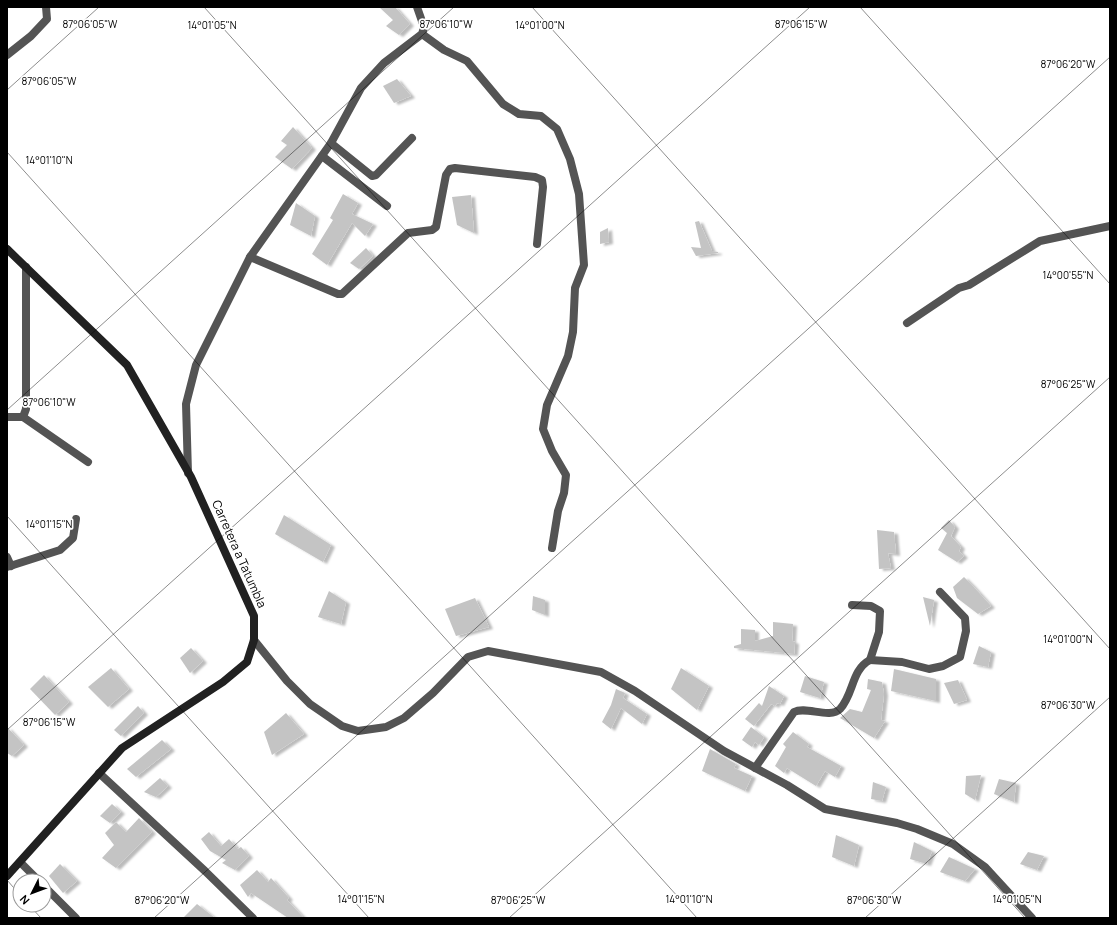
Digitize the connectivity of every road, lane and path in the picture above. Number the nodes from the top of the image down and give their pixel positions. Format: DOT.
graph roads {
  1 [pos="46,7"];
  2 [pos="418,7"];
  3 [pos="422,34"];
  4 [pos="7,55"];
  5 [pos="412,138"];
  6 [pos="331,144"];
  7 [pos="322,156"];
  8 [pos="387,206"];
  9 [pos="1110,226"];
  10 [pos="537,244"];
  11 [pos="7,249"];
  12 [pos="250,257"];
  13 [pos="26,267"];
  14 [pos="907,323"];
  15 [pos="7,417"];
  16 [pos="23,417"];
  17 [pos="88,462"];
  18 [pos="188,473"];
  19 [pos="76,519"];
  20 [pos="552,548"];
  21 [pos="7,557"];
  22 [pos="9,566"];
  23 [pos="940,592"];
  24 [pos="852,605"];
  25 [pos="254,640"];
  26 [pos="870,660"];
  27 [pos="755,768"];
  28 [pos="99,773"];
  29 [pos="20,862"];
  30 [pos="31,873"];
  31 [pos="7,876"];
  32 [pos="52,894"];
  33 [pos="76,918"];
  34 [pos="253,918"];
  35 [pos="1032,918"];
  1 -- 4 [label="street"];
  2 -- 3 [label="street"];
  3 -- 6 [label="street"];
  3 -- 20 [label="street"];
  5 -- 6 [label="street"];
  6 -- 7 [label="street"];
  7 -- 8 [label="street"];
  7 -- 12 [label="street"];
  9 -- 14 [label="street"];
  10 -- 12 [label="street"];
  11 -- 13 [label="main road, Carretera a Tatumbla"];
  12 -- 18 [label="street"];
  13 -- 16 [label="street"];
  13 -- 18 [label="main road, Carretera a Tatumbla"];
  15 -- 16 [label="street"];
  16 -- 17 [label="street"];
  18 -- 25 [label="main road, Carretera a Tatumbla"];
  19 -- 22 [label="street"];
  21 -- 22 [label="street"];
  23 -- 26 [label="street"];
  24 -- 26 [label="street"];
  25 -- 27 [label="street"];
  25 -- 28 [label="main road, Carretera a Tatumbla"];
  26 -- 27 [label="street"];
  27 -- 35 [label="street"];
  28 -- 29 [label="main road, Carretera a Tatumbla"];
  28 -- 34 [label="street"];
  29 -- 30 [label="street"];
  29 -- 31 [label="main road, Carretera a Tatumbla"];
  32 -- 33 [label="street"];
}
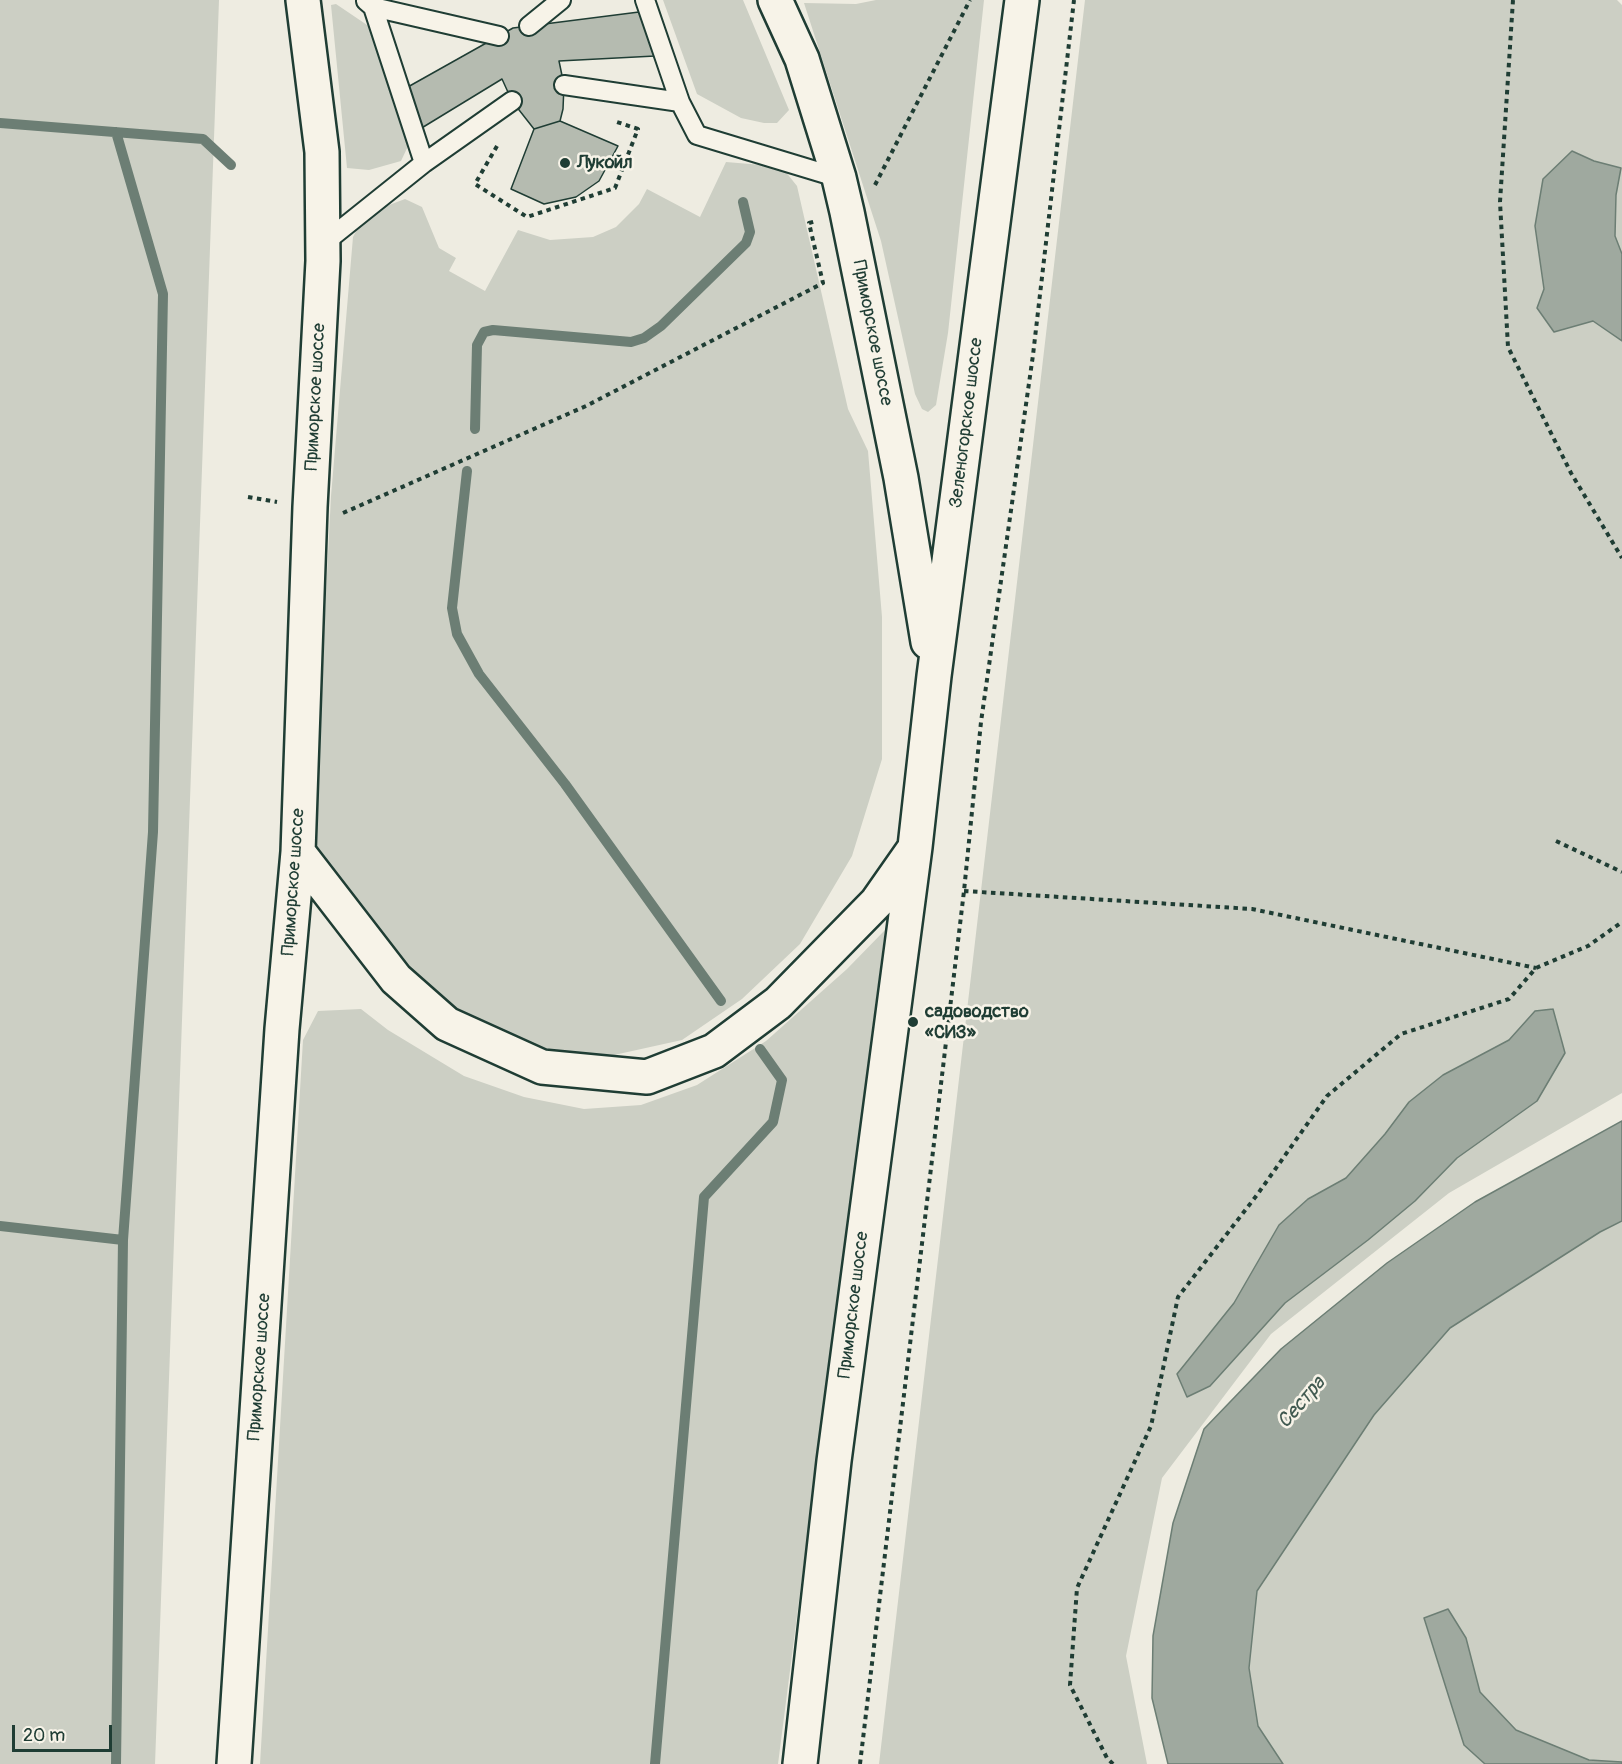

**TASK BRIEF**
Report each line in the data that holds the word "Carretera".

**YOUR SOLUTION**
  11 -- 13 [label="main road, Carretera a Tatumbla"];
  13 -- 18 [label="main road, Carretera a Tatumbla"];
  18 -- 25 [label="main road, Carretera a Tatumbla"];
  25 -- 28 [label="main road, Carretera a Tatumbla"];
  28 -- 29 [label="main road, Carretera a Tatumbla"];
  29 -- 31 [label="main road, Carretera a Tatumbla"];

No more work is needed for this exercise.